Pero esa evolución biológica “no es una sucesión lineal de etapas; tiene un diseño arborescente, con ramas enormemente irregulares”. Y ese progreso evolutivo de lo simple a lo complejo es irreversible. “En esa dinámica, azar y determinación cooperan como dos parámetros termodinámicos que son”. “La vida no tiene marcha atrás; es un permanente alejamiento del equilibrio termodinámico”. (El equilibrio significa la muerte).
La capacidad de cambio, el automovimiento de los vivientes está motivado por las inestabilidades y fluctuaciones, fuente de orden en los procesos irreversibles, lo que Illia Prigogine denominó procesos disipativos de entropía. En ellos, “los parámetros azar y determinación cooperan en la aparición de un orden, arquitectónico o funcional, al que se denomina orden fluctuación“. El azar (las fluctuaciones que permiten a un sistema alejarse de los estados de equilibrio termodinámico) y la necesidad (la inestabilidad propia del medio), en vez de oponerse, cooperan.
Todo sistema biológico, pues requiere que el sistema sea abierto (para el intercambio de materia y energía con su entorno, disipando entropía), y que el sistema se mantenga alejado del equilibrio.
Remata Natalia López Moratalla: “En un ser vivo este orden por fluctuación es intrínseco, es decir, el cambio es automovimiento. Existir viviendo, transmitir vida y poder evolucionar, supone poseer por sí y en sí mismo mecanismos generadores de inestabilidad, que le permiten mantenerse alejados del equilibrio. Esos mecanismos son propios, le pertenecen, y por ello el proceso de ordenación de los seres vivos es más que la mera relación entre la estructuración de los componentes: es autoorganización.”
Aunque no sea LUCA (Antepasado Común Universal), investigadores chinos creen que un microfósil es el lejano abuelo común de todos los seres vivos de la Tierra. Dicho microfósil se encontró en 1998 en la formación rocosa Doushantuo, en el sur de China, aunque en un primer momento se creyó que se trataba de embriones animales. Y es que los microfósiles de Doushantuo fusionan rasgos de animales y protozoos, por lo que son antecesores a ambos.
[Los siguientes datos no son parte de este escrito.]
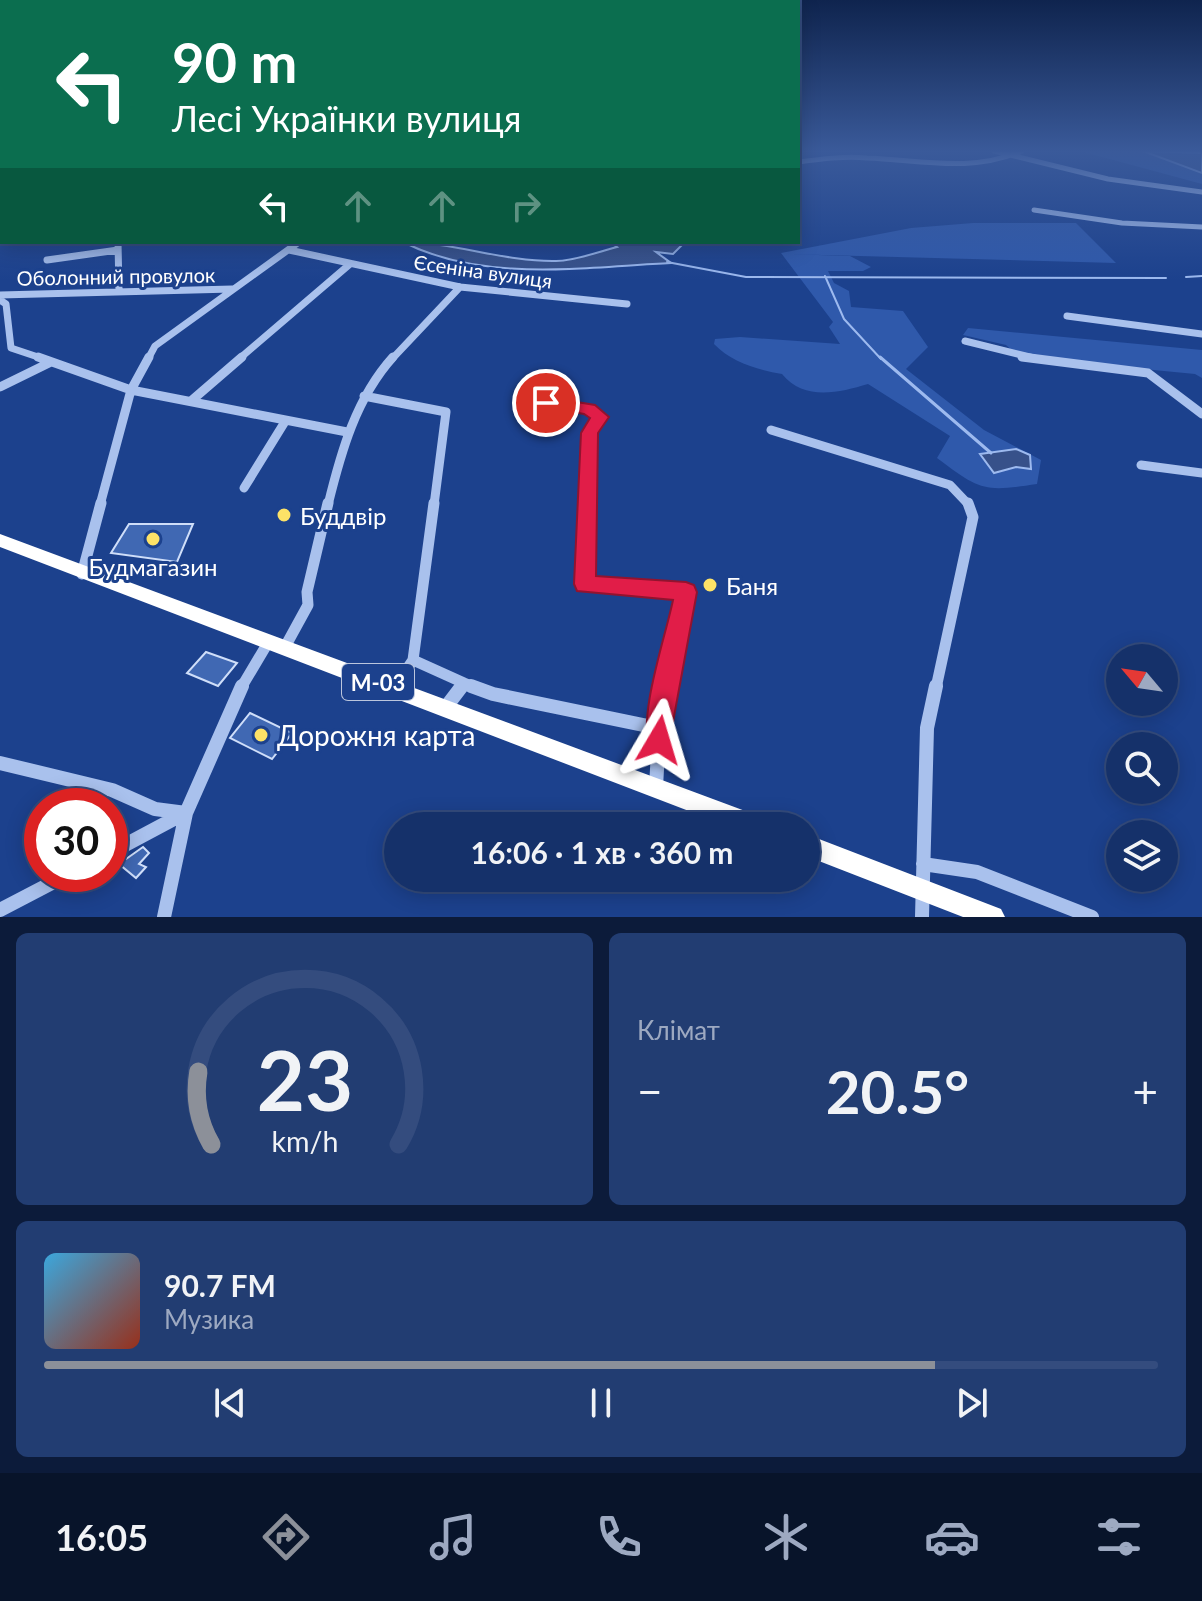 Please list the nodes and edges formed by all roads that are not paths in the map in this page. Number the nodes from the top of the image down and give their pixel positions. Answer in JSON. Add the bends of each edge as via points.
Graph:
{"nodes":[{"id":1,"x":1034,"y":210,"type":"dead end"},
{"id":2,"x":1202,"y":227,"type":"edge"},
{"id":3,"x":296,"y":244,"type":"edge"},
{"id":4,"x":118,"y":246,"type":"edge"},
{"id":5,"x":289,"y":250,"type":"junction"},
{"id":6,"x":47,"y":260,"type":"dead end"},
{"id":7,"x":350,"y":264,"type":"junction"},
{"id":8,"x":460,"y":287,"type":"junction"},
{"id":9,"x":232,"y":289,"type":"junction"},
{"id":10,"x":119,"y":291,"type":"junction"},
{"id":11,"x":0,"y":297,"type":"edge"},
{"id":12,"x":627,"y":304,"type":"dead end"},
{"id":13,"x":1067,"y":316,"type":"dead end"},
{"id":14,"x":1202,"y":334,"type":"edge"},
{"id":15,"x":965,"y":341,"type":"dead end"},
{"id":16,"x":51,"y":362,"type":"junction"},
{"id":17,"x":0,"y":387,"type":"edge"},
{"id":18,"x":131,"y":390,"type":"junction"},
{"id":19,"x":364,"y":396,"type":"junction"},
{"id":20,"x":524,"y":399,"type":"dead end"},
{"id":21,"x":191,"y":401,"type":"junction"},
{"id":22,"x":1202,"y":414,"type":"edge"},
{"id":23,"x":286,"y":420,"type":"junction"},
{"id":24,"x":771,"y":430,"type":"dead end"},
{"id":25,"x":347,"y":432,"type":"junction"},
{"id":26,"x":1141,"y":465,"type":"dead end"},
{"id":27,"x":1202,"y":473,"type":"edge"},
{"id":28,"x":244,"y":488,"type":"dead end"},
{"id":29,"x":0,"y":540,"type":"edge"},
{"id":30,"x":82,"y":574,"type":"junction"},
{"id":31,"x":277,"y":644,"type":"junction"},
{"id":32,"x":413,"y":660,"type":"junction"},
{"id":33,"x":464,"y":683,"type":"junction"},
{"id":34,"x":394,"y":688,"type":"junction"},
{"id":35,"x":446,"y":707,"type":"junction"},
{"id":36,"x":660,"y":716,"type":"junction"},
{"id":37,"x":0,"y":763,"type":"edge"},
{"id":38,"x":656,"y":787,"type":"junction"},
{"id":39,"x":720,"y":812,"type":"edge"},
{"id":40,"x":186,"y":813,"type":"junction"},
{"id":41,"x":128,"y":844,"type":"edge"},
{"id":42,"x":820,"y":850,"type":"edge"},
{"id":43,"x":923,"y":864,"type":"junction"},
{"id":44,"x":922,"y":890,"type":"junction"},
{"id":45,"x":34,"y":892,"type":"edge"},
{"id":46,"x":0,"y":910,"type":"edge"},
{"id":47,"x":164,"y":917,"type":"edge"},
{"id":48,"x":922,"y":917,"type":"edge"},
{"id":49,"x":993,"y":917,"type":"edge"},
{"id":50,"x":1092,"y":917,"type":"edge"}],
"edges":[{"from":1,"to":2,"type":"street","via":[[1122,223]]},
{"from":3,"to":5,"type":"street"},
{"from":4,"to":6,"type":"street"},
{"from":4,"to":10,"type":"street"},
{"from":5,"to":7,"type":"street","name":"Єсеніна вулиця"},
{"from":5,"to":9,"type":"street"},
{"from":7,"to":8,"type":"street","name":"Єсеніна вулиця"},
{"from":7,"to":21,"type":"street"},
{"from":8,"to":12,"type":"street","name":"Єсеніна вулиця"},
{"from":8,"to":19,"type":"street","via":[[374,378]]},
{"from":9,"to":10,"type":"street","name":"Оболонний провулок"},
{"from":9,"to":18,"type":"street","via":[[155,346]]},
{"from":10,"to":11,"type":"street","name":"Оболонний провулок"},
{"from":11,"to":16,"type":"street","via":[[6,304],[11,348]]},
{"from":13,"to":14,"type":"street"},
{"from":15,"to":22,"type":"street","via":[[1031,359],[1148,373]]},
{"from":16,"to":17,"type":"street"},
{"from":16,"to":18,"type":"street"},
{"from":18,"to":21,"type":"street"},
{"from":18,"to":30,"type":"street"},
{"from":19,"to":25,"type":"street"},
{"from":19,"to":32,"type":"street","via":[[446,412]]},
{"from":20,"to":36,"type":"street","via":[[589,409],[600,417],[589,433],[585,584],[686,592]]},
{"from":21,"to":23,"type":"street"},
{"from":23,"to":25,"type":"street"},
{"from":23,"to":28,"type":"street"},
{"from":24,"to":43,"type":"street","via":[[950,485],[967,500],[973,517],[927,728]]},
{"from":25,"to":31,"type":"street","via":[[308,605]]},
{"from":26,"to":27,"type":"street"},
{"from":29,"to":30,"type":"highway","number":"М-03"},
{"from":30,"to":31,"type":"highway","number":"М-03"},
{"from":31,"to":34,"type":"highway","number":"М-03"},
{"from":31,"to":40,"type":"street","via":[[233,700]]},
{"from":32,"to":33,"type":"street"},
{"from":32,"to":34,"type":"street"},
{"from":33,"to":35,"type":"street"},
{"from":33,"to":36,"type":"street","via":[[493,694],[648,726]]},
{"from":34,"to":35,"type":"highway","number":"М-03"},
{"from":35,"to":38,"type":"highway","number":"М-03"},
{"from":36,"to":38,"type":"street"},
{"from":37,"to":40,"type":"street","via":[[112,790],[155,809]]},
{"from":38,"to":39,"type":"highway","number":"М-03"},
{"from":40,"to":41,"type":"street"},
{"from":40,"to":47,"type":"street"},
{"from":42,"to":44,"type":"highway"},
{"from":43,"to":44,"type":"street"},
{"from":43,"to":50,"type":"street","via":[[977,872]]},
{"from":44,"to":48,"type":"street"},
{"from":44,"to":49,"type":"highway"},
{"from":45,"to":46,"type":"street"}]} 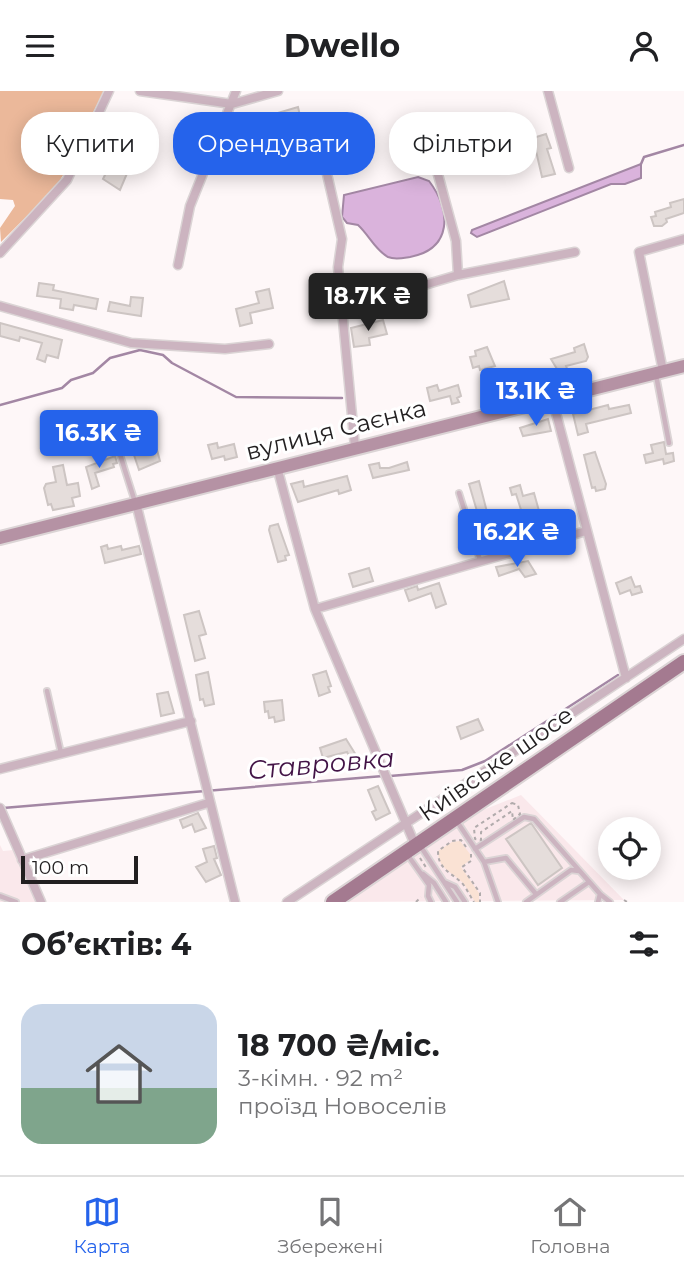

“La evolución del cerebro en mamíferos puede explicarse como una solución de compromiso entre el tamaño del cerebro y el del tracto digestivo”.
Es la conclusión a que han llegado científicos de la Universidad de Zurich, así como que “la capacidad de los humanos para utilizar más energía depende de tres factores: el cuidado común de la prole, una dieta de mayor calidad y su capacidad para caminar erguidos”.
Científicos de la Columbia Medical Center (CUMC) han encontrado la primera evidencia de que un rasgo adquirido puede ser heredado.
Se sospecha que el ARN de interferencia (RNAi) podría estar involucrado en la herencia de caracteres adquiridos. La herencia lamarckiana puede proporcionar ventajas adaptativas a un animal, y la ventaja es que es reversible.